Dans ces établissements, « toutes les personnes venues pour des visites seront testées », a expliqué Marie-Ange Perulli, directrice départementale de l’agence régionale de santé (ARS). « On travaille en cercles concentriques, il n’y a pas de dépistage massif sur toute la commune », a-t-elle précisé, ajoutant qu’aucune « diffusion massive » en population générale n’était pour l’heure observée.

Aucune « filière » ni « réseau » n’ont été identifiés

L’origine de la diffusion de ces variants, dont le séquençage est en cours, reste pour le moment inconnue. Aucune « filière » ni « réseau » n’ont été identifiés, a souligné la préfecture, précisant que le trafic de l’aéroport de Bergerac était à l’arrêt depuis le mois de juin.

Concernant les recommandations sanitaires, l’isolement est « de 10 jours pour une contamination au variant brésilien ou sud-africain », a rappelé la directrice de la Caisse primaire d’assurance maladie de Dordogne, Catherine Petraszko. Après dix jours, « en cas de test PCR négatif et d’absence de fièvre, c’est la fin de l’isolement. Sinon, il est prolongé de sept jours », a-t-elle précisé.

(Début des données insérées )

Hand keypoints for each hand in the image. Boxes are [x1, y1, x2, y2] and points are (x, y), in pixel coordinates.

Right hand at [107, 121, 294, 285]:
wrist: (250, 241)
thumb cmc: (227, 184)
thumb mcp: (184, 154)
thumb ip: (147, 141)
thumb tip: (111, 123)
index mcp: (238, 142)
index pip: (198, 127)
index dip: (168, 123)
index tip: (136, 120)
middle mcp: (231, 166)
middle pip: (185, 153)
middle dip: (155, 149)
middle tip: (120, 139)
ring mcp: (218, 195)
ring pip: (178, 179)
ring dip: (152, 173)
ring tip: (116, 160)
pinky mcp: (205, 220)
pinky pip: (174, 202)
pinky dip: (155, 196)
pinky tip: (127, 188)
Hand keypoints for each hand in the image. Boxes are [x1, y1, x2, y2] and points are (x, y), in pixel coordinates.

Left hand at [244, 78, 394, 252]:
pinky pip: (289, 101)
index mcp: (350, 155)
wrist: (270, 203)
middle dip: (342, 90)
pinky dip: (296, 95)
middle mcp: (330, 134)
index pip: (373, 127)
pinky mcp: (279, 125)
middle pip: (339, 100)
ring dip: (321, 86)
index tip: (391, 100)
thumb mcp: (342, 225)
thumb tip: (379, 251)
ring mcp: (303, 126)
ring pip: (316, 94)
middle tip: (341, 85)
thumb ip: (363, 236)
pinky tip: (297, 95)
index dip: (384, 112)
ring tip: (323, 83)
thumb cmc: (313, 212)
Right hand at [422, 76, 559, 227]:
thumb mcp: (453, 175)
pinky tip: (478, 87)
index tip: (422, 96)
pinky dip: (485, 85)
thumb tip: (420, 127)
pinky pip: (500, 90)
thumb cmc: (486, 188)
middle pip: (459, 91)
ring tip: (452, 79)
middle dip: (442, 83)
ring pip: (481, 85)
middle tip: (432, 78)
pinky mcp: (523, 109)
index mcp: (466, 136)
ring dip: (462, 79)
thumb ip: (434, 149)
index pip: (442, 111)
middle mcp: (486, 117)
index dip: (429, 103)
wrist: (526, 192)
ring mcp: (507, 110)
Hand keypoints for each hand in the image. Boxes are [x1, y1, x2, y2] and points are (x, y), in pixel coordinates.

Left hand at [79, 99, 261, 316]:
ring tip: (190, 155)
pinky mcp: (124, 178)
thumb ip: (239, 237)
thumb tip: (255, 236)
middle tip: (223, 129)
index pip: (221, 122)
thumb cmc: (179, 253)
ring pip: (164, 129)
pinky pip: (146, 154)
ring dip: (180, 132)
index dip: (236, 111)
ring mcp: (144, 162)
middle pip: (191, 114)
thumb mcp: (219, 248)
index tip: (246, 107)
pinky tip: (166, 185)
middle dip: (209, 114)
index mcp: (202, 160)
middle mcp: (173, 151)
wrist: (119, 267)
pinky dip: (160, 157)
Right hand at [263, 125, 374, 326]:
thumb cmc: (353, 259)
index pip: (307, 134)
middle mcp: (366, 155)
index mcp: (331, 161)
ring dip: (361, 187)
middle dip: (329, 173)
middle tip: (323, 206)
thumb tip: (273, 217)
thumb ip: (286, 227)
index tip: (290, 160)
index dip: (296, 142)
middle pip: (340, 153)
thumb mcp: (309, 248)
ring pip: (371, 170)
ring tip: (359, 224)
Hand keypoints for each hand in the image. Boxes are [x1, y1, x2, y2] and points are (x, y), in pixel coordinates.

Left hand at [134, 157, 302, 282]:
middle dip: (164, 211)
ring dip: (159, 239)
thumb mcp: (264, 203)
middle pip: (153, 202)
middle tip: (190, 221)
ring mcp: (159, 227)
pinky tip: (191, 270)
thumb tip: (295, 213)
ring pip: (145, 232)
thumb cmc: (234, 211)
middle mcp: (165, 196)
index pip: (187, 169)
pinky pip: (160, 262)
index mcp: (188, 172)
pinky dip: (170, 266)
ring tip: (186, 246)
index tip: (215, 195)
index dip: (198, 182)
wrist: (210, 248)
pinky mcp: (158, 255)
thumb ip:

En Dordogne, le taux d’incidence, actuellement à 182,9, était « le plus élevé de la Nouvelle-Aquitaine ». Il est « en décrue depuis quelques jours » après une « forte flambée », a expliqué le préfet. L’ARS prévoit néanmoins une déprogrammation de 20 à 30 % de l’activité des services hospitaliers à l’échelle du département.